» **Your objective**
Take from the material every line that contains the word "Right".

» **Input records**
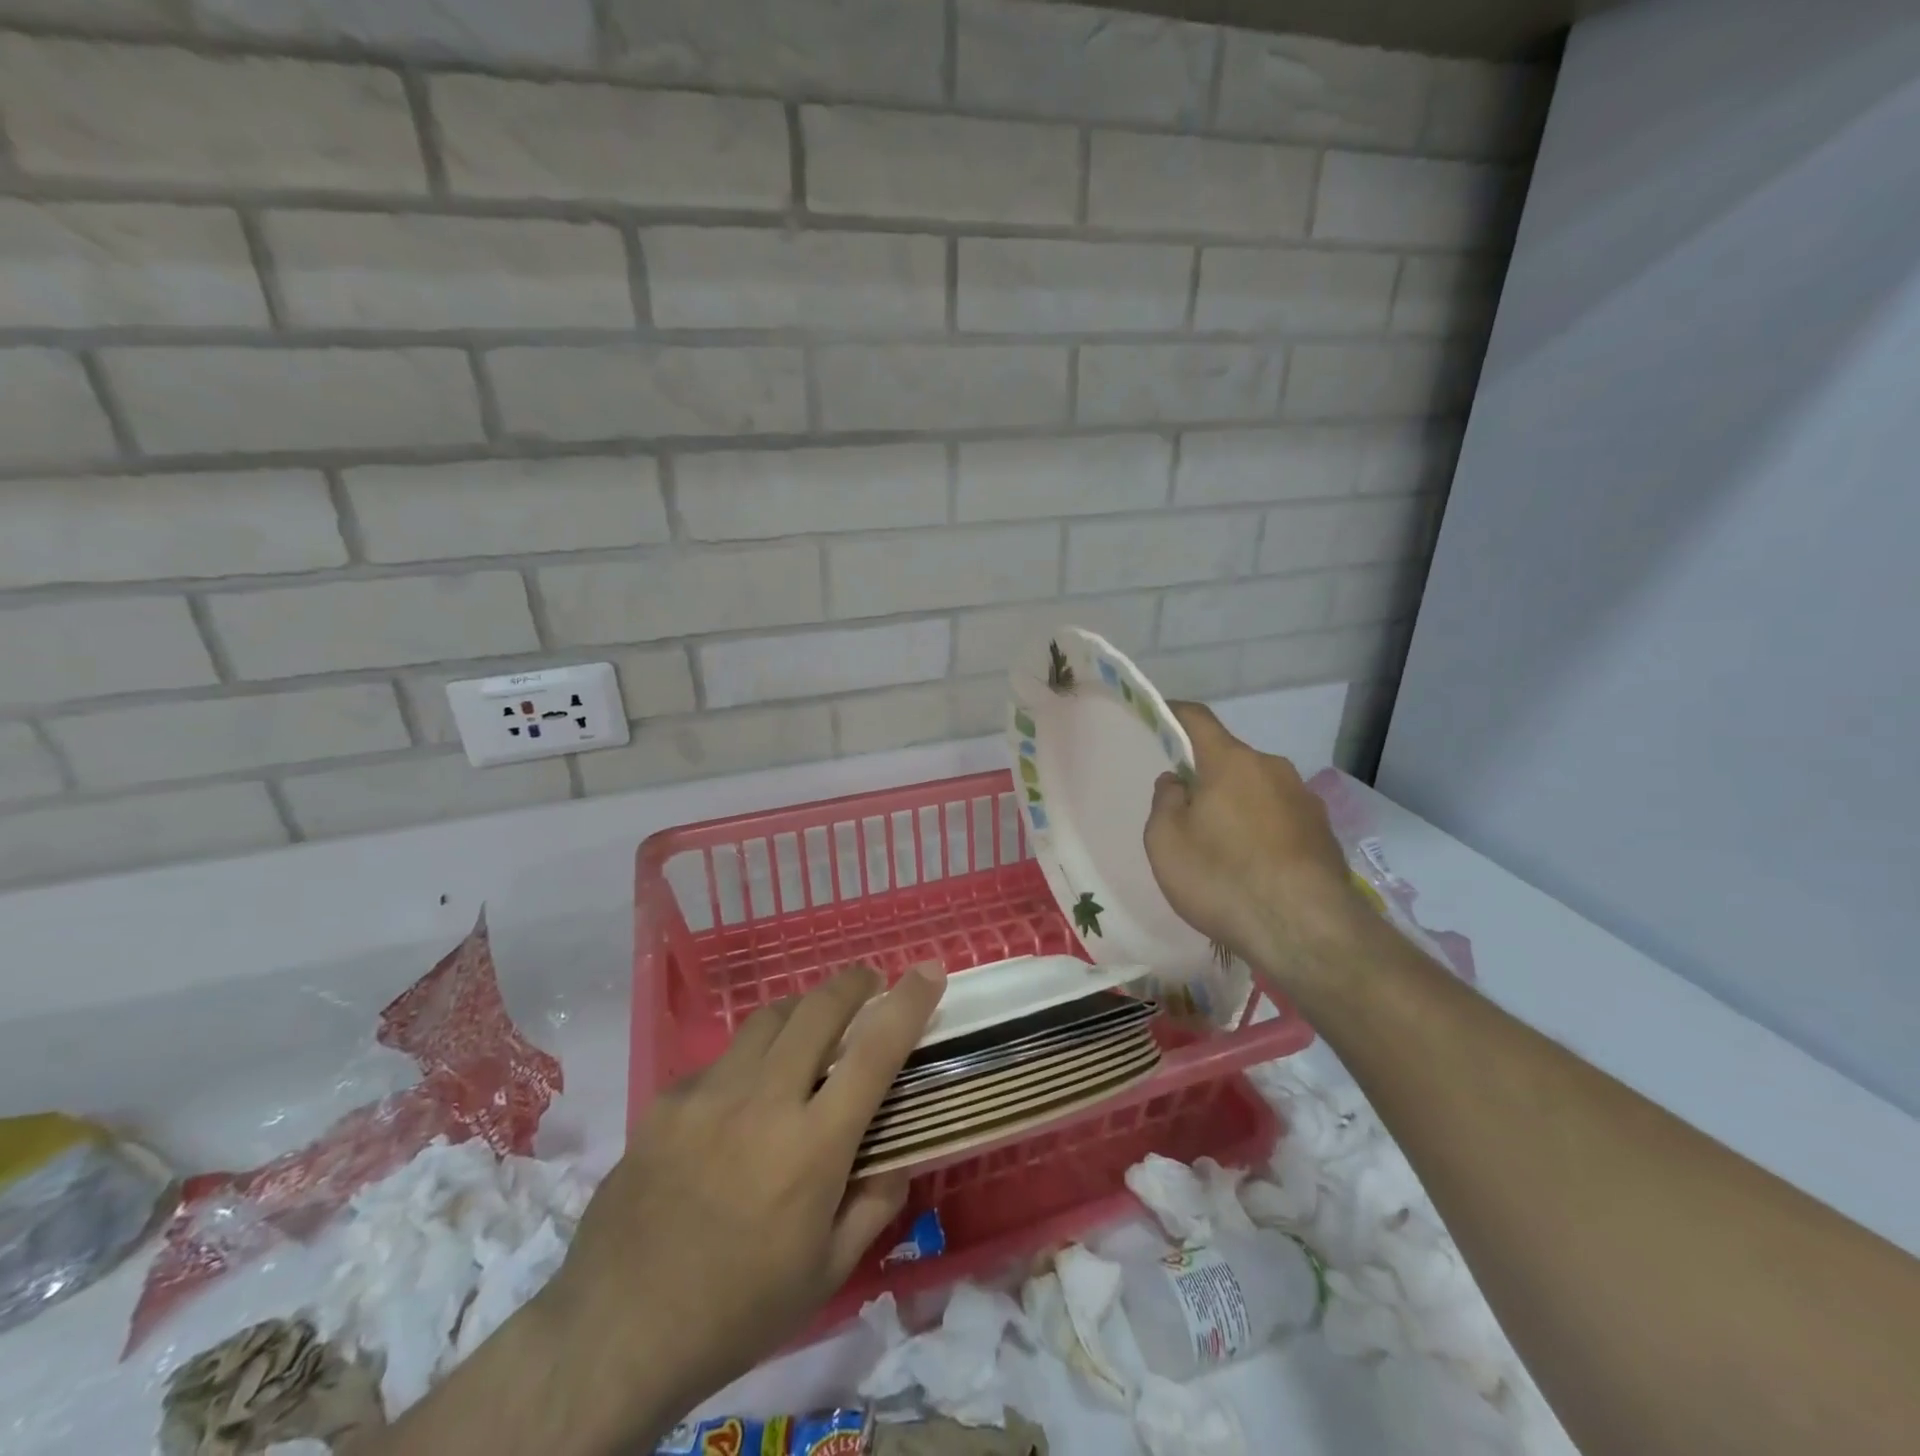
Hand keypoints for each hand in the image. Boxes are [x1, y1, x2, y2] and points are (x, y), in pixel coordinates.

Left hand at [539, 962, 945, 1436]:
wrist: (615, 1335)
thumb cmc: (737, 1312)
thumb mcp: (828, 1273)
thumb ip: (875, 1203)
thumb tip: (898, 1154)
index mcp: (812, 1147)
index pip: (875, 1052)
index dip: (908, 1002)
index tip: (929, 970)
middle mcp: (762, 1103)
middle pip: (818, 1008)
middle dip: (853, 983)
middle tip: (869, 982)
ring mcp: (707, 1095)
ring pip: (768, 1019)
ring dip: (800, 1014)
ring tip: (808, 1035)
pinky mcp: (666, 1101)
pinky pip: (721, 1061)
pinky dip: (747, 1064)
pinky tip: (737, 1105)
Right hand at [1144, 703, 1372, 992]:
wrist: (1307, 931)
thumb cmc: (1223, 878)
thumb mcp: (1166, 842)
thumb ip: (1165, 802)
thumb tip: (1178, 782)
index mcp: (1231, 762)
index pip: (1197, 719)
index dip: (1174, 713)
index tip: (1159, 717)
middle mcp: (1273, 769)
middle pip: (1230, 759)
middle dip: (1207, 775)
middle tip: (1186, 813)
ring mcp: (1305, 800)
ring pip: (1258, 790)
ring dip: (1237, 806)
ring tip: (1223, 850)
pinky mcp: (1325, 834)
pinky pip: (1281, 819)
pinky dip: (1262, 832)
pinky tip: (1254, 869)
...
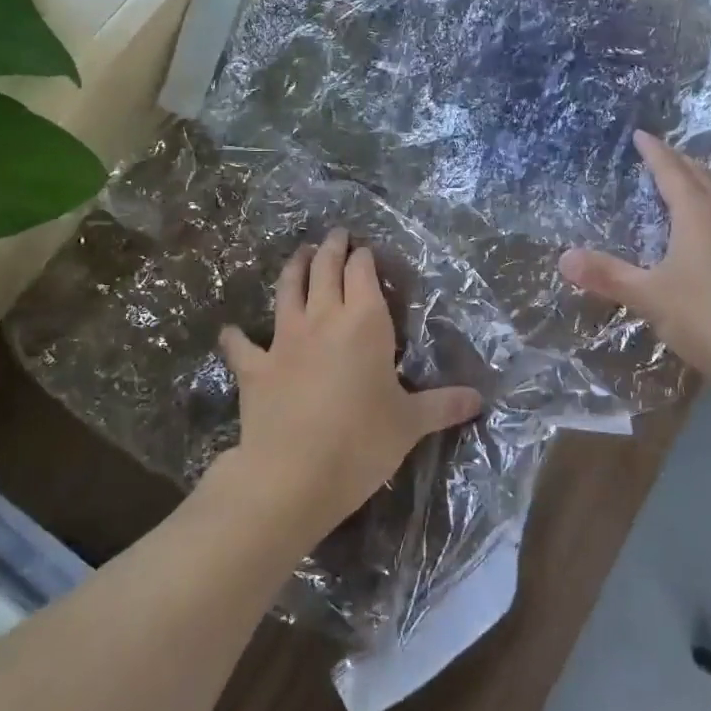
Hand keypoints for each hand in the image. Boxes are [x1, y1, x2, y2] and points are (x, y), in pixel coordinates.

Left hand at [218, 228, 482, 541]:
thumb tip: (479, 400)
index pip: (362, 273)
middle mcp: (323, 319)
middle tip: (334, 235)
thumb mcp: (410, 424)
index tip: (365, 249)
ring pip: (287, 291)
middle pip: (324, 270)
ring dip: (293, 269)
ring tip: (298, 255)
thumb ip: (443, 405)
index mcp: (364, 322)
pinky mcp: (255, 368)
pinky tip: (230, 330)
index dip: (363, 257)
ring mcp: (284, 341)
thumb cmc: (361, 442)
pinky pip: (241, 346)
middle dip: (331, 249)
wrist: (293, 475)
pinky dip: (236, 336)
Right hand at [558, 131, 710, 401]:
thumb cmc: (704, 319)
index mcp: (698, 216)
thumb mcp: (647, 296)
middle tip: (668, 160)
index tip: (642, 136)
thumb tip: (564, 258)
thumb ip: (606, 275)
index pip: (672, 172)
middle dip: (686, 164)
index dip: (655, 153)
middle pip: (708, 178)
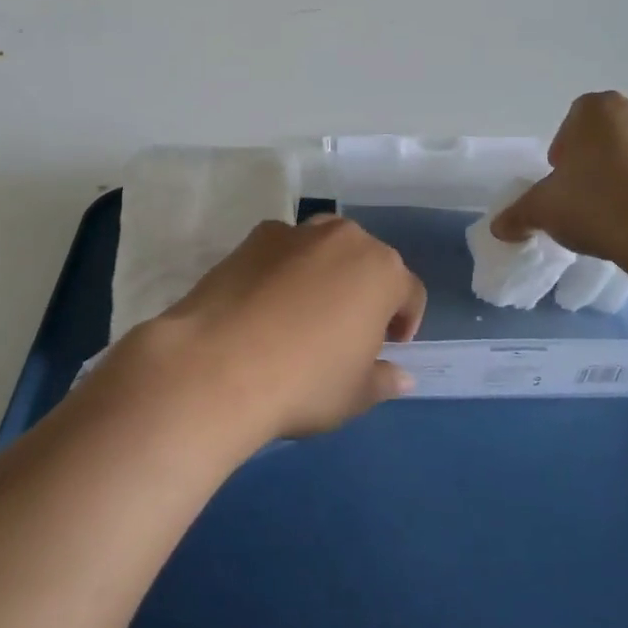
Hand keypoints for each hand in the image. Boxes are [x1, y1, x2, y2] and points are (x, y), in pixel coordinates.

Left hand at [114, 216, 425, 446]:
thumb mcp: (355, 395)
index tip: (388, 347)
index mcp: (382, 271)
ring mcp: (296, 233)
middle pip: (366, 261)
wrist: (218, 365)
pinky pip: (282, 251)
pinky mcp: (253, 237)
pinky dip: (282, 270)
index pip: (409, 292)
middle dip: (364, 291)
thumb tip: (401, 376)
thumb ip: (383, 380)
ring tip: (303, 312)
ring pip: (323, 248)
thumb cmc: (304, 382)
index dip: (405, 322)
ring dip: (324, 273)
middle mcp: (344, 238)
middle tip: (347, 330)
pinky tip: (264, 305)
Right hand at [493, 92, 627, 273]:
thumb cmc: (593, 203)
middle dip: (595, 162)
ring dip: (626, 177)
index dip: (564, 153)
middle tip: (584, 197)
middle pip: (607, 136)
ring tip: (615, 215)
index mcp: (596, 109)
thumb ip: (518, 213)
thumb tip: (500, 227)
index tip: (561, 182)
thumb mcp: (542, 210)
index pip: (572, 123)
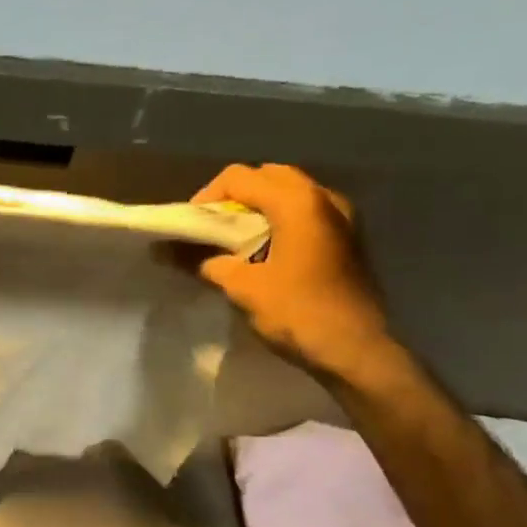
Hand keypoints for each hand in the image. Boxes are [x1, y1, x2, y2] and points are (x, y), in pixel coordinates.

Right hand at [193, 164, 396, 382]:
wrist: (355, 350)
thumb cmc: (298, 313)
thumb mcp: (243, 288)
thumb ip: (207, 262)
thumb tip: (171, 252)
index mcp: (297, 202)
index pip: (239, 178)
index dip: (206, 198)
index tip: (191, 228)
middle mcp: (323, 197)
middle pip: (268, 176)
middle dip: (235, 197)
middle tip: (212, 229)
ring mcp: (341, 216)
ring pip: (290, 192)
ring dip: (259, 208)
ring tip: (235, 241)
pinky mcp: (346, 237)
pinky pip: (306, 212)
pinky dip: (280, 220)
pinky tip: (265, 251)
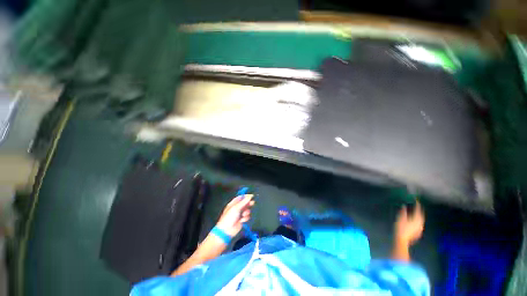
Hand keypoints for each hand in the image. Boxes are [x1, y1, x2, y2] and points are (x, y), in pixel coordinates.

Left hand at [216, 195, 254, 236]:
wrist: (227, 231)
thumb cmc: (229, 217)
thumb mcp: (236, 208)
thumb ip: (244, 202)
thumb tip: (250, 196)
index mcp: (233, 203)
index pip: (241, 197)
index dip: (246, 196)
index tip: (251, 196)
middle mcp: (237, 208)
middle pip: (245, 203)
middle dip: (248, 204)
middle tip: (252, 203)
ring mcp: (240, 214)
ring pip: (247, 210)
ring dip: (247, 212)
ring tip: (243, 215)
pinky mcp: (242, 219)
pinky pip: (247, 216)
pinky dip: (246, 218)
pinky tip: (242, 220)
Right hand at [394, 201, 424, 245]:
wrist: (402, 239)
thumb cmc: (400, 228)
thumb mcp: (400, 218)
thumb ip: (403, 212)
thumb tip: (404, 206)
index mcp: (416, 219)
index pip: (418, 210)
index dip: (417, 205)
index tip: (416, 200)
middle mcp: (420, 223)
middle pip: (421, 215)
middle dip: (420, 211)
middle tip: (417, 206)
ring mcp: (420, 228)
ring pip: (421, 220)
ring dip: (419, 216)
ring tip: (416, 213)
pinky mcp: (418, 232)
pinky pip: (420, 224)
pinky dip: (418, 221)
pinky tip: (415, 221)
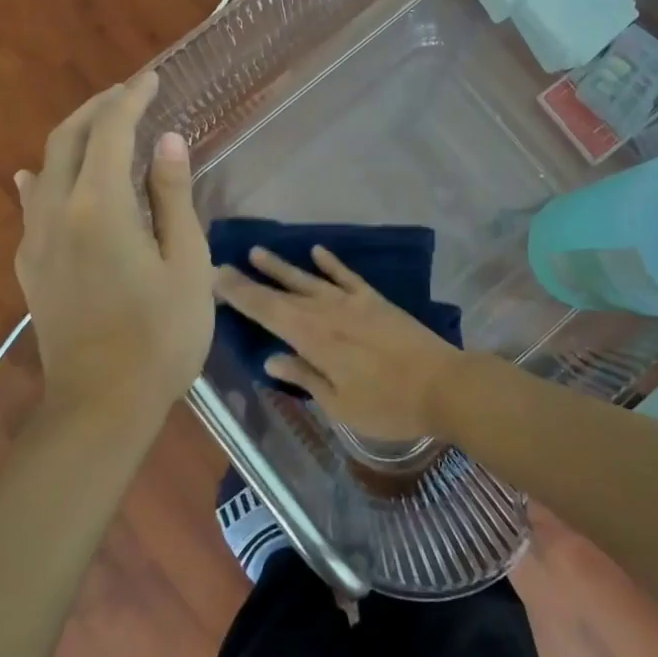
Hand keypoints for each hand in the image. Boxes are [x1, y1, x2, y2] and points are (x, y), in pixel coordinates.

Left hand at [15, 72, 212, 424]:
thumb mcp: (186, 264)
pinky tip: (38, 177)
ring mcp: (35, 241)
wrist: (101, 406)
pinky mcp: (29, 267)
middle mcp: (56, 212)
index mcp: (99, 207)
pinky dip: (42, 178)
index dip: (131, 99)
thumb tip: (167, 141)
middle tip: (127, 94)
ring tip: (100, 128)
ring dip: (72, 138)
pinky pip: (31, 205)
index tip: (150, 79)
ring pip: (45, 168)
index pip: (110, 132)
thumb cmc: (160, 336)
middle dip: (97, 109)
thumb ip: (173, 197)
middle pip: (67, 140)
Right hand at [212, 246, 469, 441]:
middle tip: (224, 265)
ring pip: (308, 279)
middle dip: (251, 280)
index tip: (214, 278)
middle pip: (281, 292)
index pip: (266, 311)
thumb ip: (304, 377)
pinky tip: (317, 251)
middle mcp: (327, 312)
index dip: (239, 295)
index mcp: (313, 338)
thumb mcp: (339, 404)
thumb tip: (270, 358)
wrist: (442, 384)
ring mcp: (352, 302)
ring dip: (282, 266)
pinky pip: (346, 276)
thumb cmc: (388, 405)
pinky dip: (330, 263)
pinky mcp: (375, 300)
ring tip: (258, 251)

» **Your solution**
Right hand at [1144, 703, 1372, 992]:
Right hand at [558, 131, 710, 401]:
Right hand at [493, 92, 627, 273]:
Right hand at [193, 164, 396, 382]:
Right hand at [394, 201, 424, 245]:
Right hand at [212, 246, 469, 441]:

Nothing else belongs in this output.